I guess I still don't really get the nephew thing. It seems important to you because you keep mentioning it. But the champagne went to your co-worker (Boss's sister). Full stop. (Unless I'm missing something.)

If they hadn't kept gabbing about it, you wouldn't have known the champagne's fate (going to her son, Boss's nephew). But it went through your co-worker first. You received the champagne and appeared to pass on it; then Boss passed on it; then Co-worker accepted it. She could have taken it home and drunk it herself, poured it down the toilet, used it for cooking, given it to someone else as a hostess gift, served it at a dinner party, sold it on eBay. It was hers to do with as she pleased. If you had a company policy that said it had to be kept at work and drunk only by employees, then she would have been breaking policy by taking it home herself. But the boss agreed that she could take it home for personal use, so whatever happens to it after that shouldn't, IMO, really factor in.
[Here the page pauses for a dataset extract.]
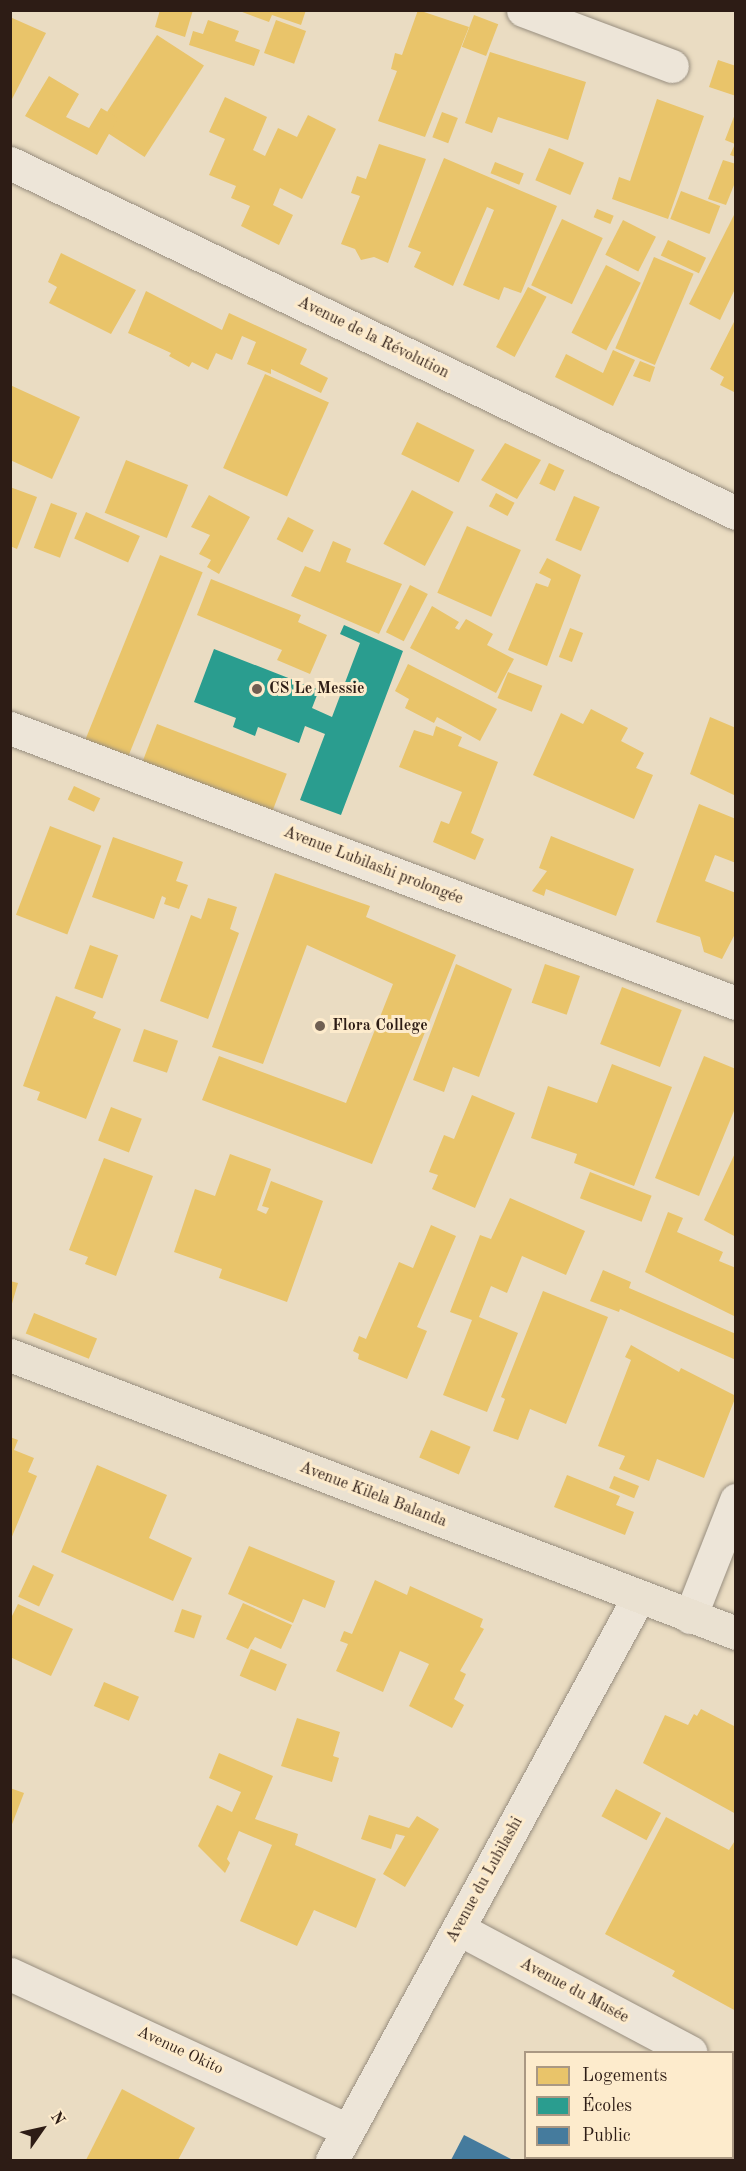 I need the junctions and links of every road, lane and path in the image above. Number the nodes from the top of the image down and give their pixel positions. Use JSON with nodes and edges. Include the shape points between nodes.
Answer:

I guess I don't know what else you expected to happen to the champagne--Co-worker had a "use" for it, she just wasn't going to drink it herself. If you really wanted it for yourself, I think you should have been more clear about that when you brought it to Boss. He must have assumed/presumed that you didn't want it; otherwise he wouldn't have rendered his own judgment on it, or brought Co-worker into it. Or he understood clearly that you wanted it and is just a jerk, but that seems an unkind presumption on my part. :)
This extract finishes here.